The other people (I’ll call them the X’s) didn’t come in on setup day — X1 arrived early on opening day and began setting up. So the problem wasn’t noticed until X2 arrived and found that he was in the “wrong” booth. He wanted the corner — and was determined to have it.  (He had apparently asked for it at registration. But there is no extra charge for the corners, and there are only so many corner booths to hand out, y’know?)

So, even though we had set our booth up on the day designated for setup, and even though BOTH booths already had their special flooring down and half their merchandise out on the tables, and even though customers were beginning to come through wanting to look at product, the booth had to be switched. AND the last-minute exhibitors had to be moved as well … because if they were outside the corner booth, then it wasn’t a corner booth anymore, and their display would block the X’s stuff from being seen.

Instead of waiting until we had cleared our things from the corner booth, X2 started picking up his stuff and moving it. He’s mixing up floor tiles and product from the two booths, and blocking the entrances to both booths, and my mom is trying to keep our stuff separate from theirs and organize the switch. This is where I show up with the news that we don’t have the cash box.

It took us more than twenty minutes to get everything moved, and by the end of it, we were all hot and sweaty. And we’d lost at least six sales opportunities because our stuff was all in a mess and we couldn’t show it to people who came by. And here we are almost an hour into the fair, and we’re just now getting to finish setting up our space — when we’d come a day early and gotten everything ready specifically to avoid this kind of problem. (And then I had to leave my mom and sons to do all the setup while I went back for the cash box and a calculator.)

Now, here’s the thing. The X’s say they are Christians. They are promoting a Christian service. (A service, ironically, that my family has been paying members of for more than 20 years.) And yet they are willing to inconvenience an entire aisle full of exhibitors to demand what they want.
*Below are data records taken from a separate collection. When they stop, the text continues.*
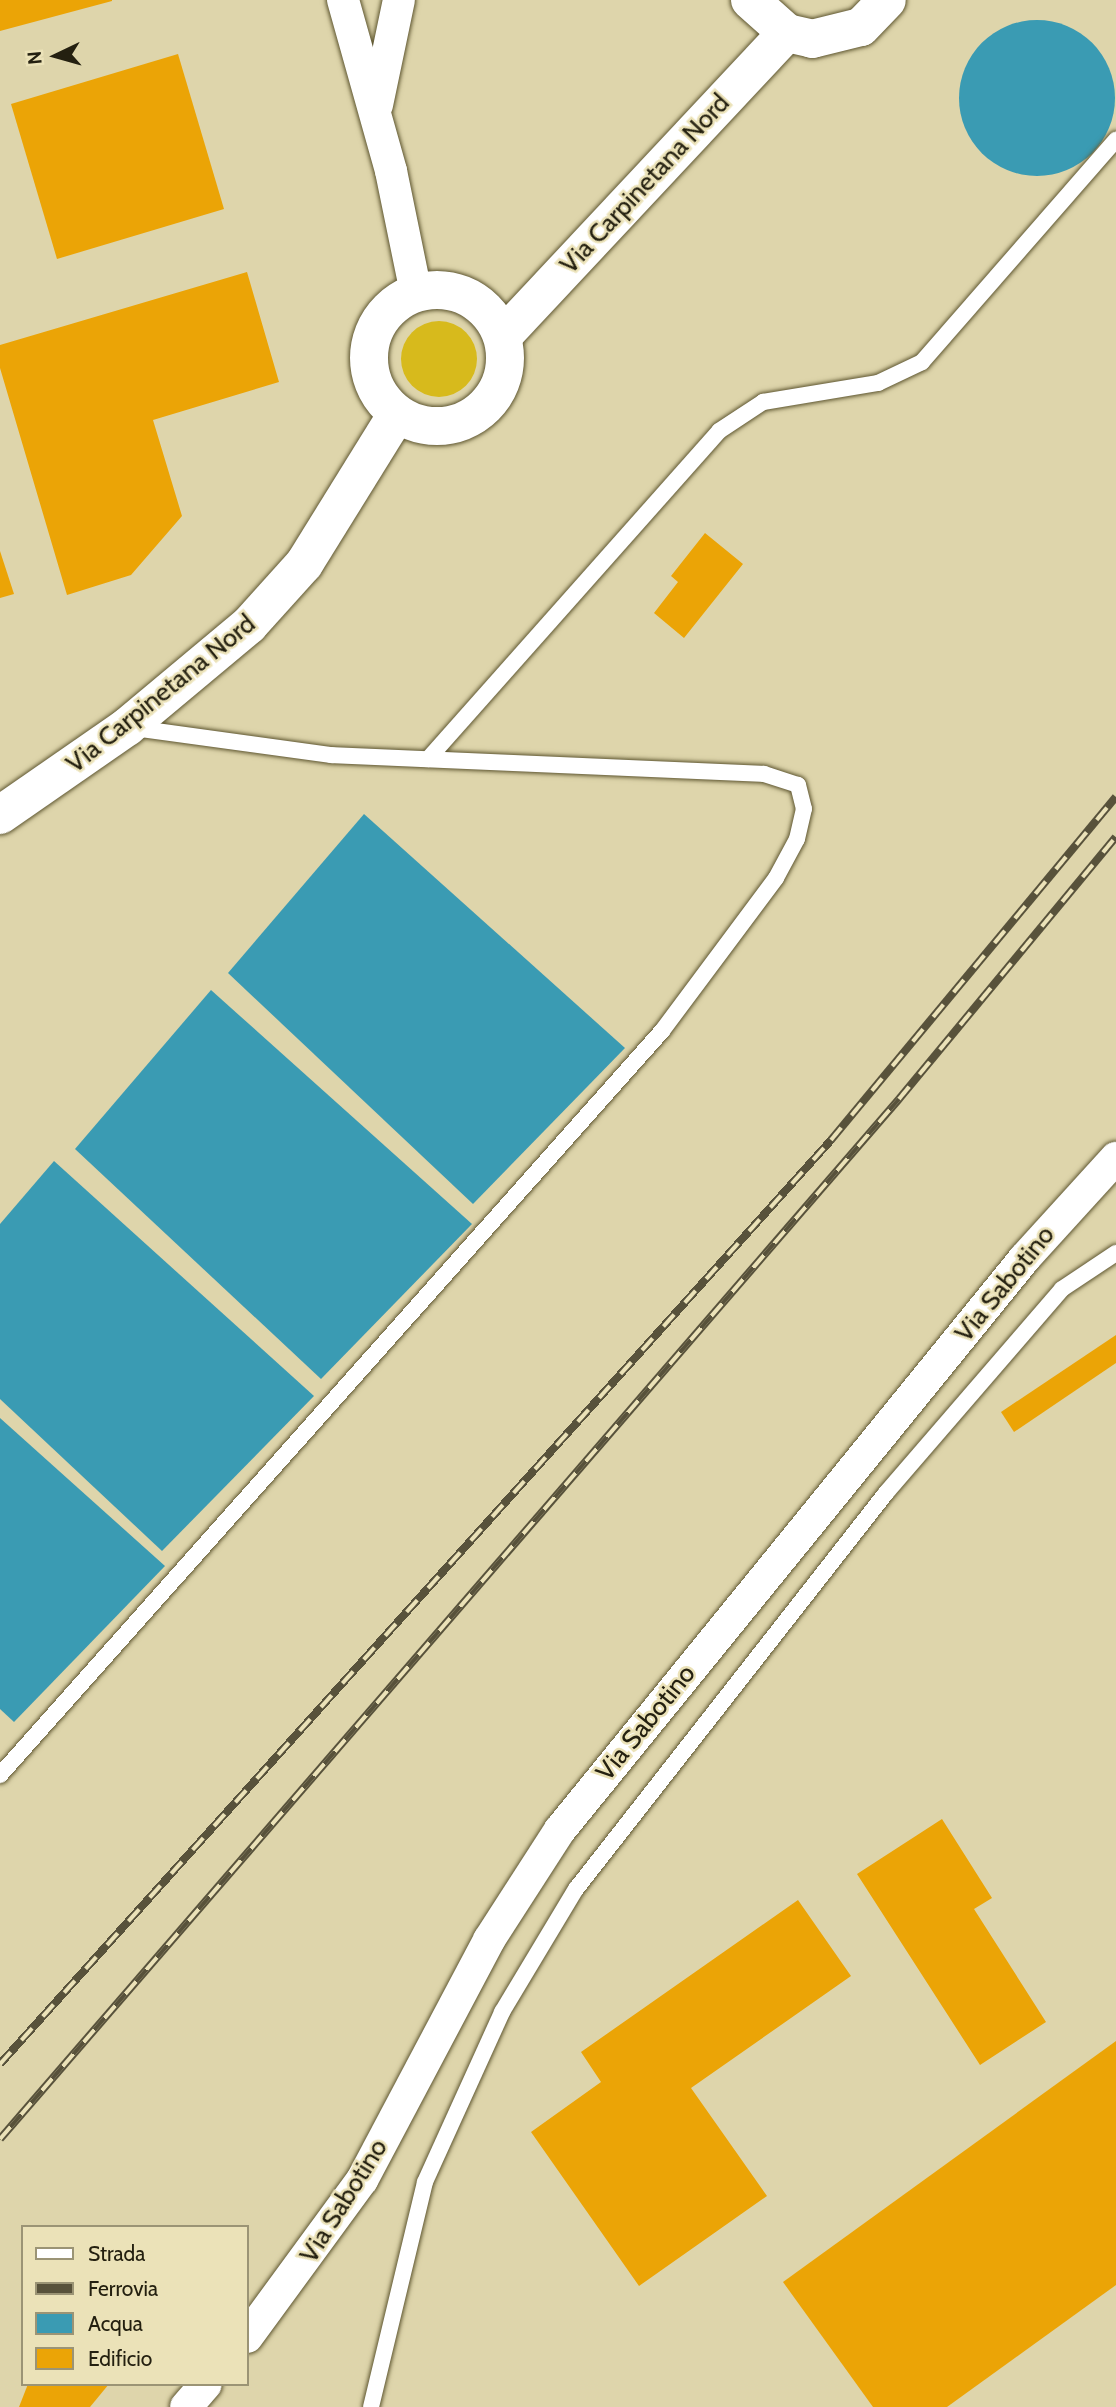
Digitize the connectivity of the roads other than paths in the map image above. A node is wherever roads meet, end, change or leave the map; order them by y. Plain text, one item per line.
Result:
1 (343, 0) edge
2 (399, 0) edge
3 (750, 0) edge
4 (887, 0) edge
5 (787, 33) junction
6 (376, 115) junction
7 (1116, 140) edge
8 (416, 292) junction
9 (503, 336) junction
10 (397, 414) junction
11 (127, 727) junction
12 (428, 759) junction
13 (0, 816) edge
14 (1116, 1158) edge
15 (1116, 1253) edge
16 (0, 1775) edge
17 (248, 2336) edge
18 (204, 2386) edge
19 (186, 2407) edge
20 (371, 2407) edge

1 - 6 street
2 - 6 street
3 - 5 main road
4 - 5 main road
5 - 9 main road, Via Carpinetana Nord
6 - 8 street
7 - 12 lane
8 - 9 main road
8 - 10 main road
9 - 10 main road
10 - 11 main road, Via Carpinetana Nord
11 - 12 lane
11 - 13 main road, Via Carpinetana Nord
12 - 16 lane
14 - 17 street, Via Sabotino
15 - 20 lane
18 - 19 street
Instead of showing Christ’s self-sacrifice, love, and forgiveness, they demanded their “rights.” Not only that, but they demanded their “rights” at the expense of women and children, and with, clearly, no compunction about the inconvenience caused to all of the other sellers in the area. They made a big fuss about a simple mistake, and caused the organizers of the event no little embarrassment and inconvenience. What a great witness.

They got their “rights,” but I think, somehow, that they missed the bigger opportunity. How much better it would have been for them to have said, “Yes, a mistake was made, but that’s all right. It would cause too much confusion for us to switch now. We’ll stay where we are; don’t worry about it.”
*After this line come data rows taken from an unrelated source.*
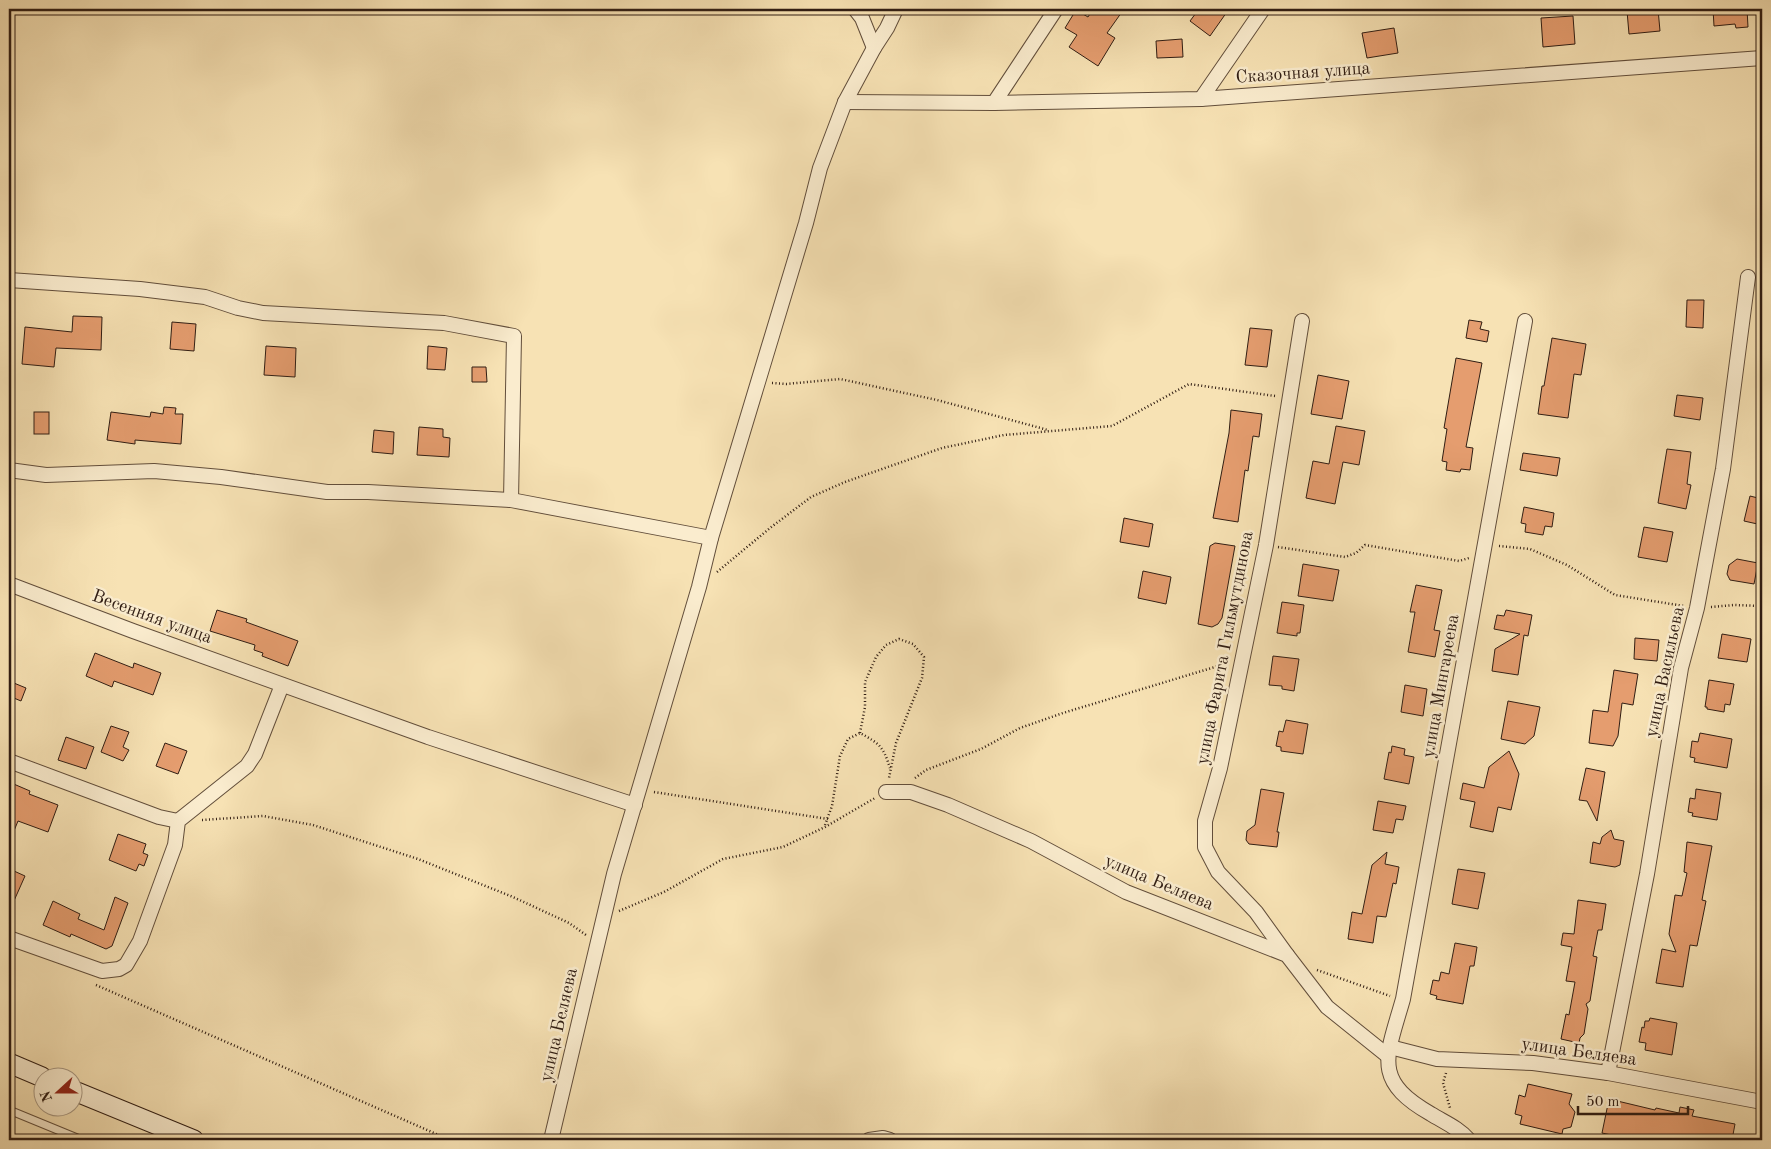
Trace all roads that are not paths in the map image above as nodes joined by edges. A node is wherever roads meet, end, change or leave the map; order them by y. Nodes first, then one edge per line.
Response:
1 (855, 9) edge
2 (896, 9) edge
3 (1056, 9) edge
4 (1264, 9) edge
5 (874, 48) junction
6 (1762, 58) edge
7 (1202, 99) junction
8 (845, 102) junction
9 (994, 103) junction
10 (1748, 277) dead end
11 (9, 280) edge
12 (1302, 321) dead end
13 (1525, 321) dead end
14 (9, 470) edge
15 (510, 500) junction
16 (712, 538) junction
17 (9, 584) edge
18 (282, 684) junction
19 (9, 762) edge
20 (886, 792) road end
21 (635, 805) junction
22 (178, 821) junction
23 (9, 938) edge
24 (1287, 955) junction
25 (1389, 1051) junction
26 (9, 1063) edge
27 (32, 1073) edge
28 (1608, 1073) junction
29 (82, 1094) edge
30 (1762, 1102) edge
31 (9, 1110) edge
32 (1465, 1136) edge
33 (82, 1140) edge
34 (194, 1140) edge
35 (551, 1140) edge
36 (869, 1140) edge
37 (890, 1140) edge

1 - 5 street
2 - 5 street, улица Беляева
3 - 9 street
4 - 7 street
5 - 8 street, улица Беляева
6 - 7 street, Сказочная улица
7 - 9 street, Сказочная улица
8 - 9 street, Сказочная улица
8 - 16 street, улица Беляева
10 - 28 street, улица Васильева
11 - 15 street
12 - 24 street, улица Фарита Гильмутдинова
13 - 25 street, улица Мингареева
14 - 15 street
15 - 16 street
16 - 21 street, улица Беляева
17 - 18 street, Весенняя улица
18 - 21 street, Весенняя улица
18 - 22 street
19 - 22 street
20 - 24 street, улица Беляева
21 - 35 street, улица Беляева
22 - 23 street
24 - 25 street, улица Беляева
25 - 28 street, улица Беляева
25 - 32 street
26 - 27 main road
28 - 30 street, улица Беляева
29 - 34 main road
31 - 33 lane
36 - 37 street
Sure, they lose the prominent end-booth, and maybe they have to swallow their pride. Sure, they have to give up some “rights.” But they don’t lose the respect and loyalty of customers who have been with their organization for two decades. They don’t upset and inconvenience a couple dozen people, and they show everyone around them the kind of attitude that the Lord they claim to serve would have shown.

I’m pretty sure that they realized this after the fact, because they spent the whole rest of the fair trying to make up to us. Both men came and apologized, both kept asking how our sales were going, and tried to make small talk. But they never would have had to do all of that if their rush to claim their “rights” hadn’t gotten them into that position in the first place.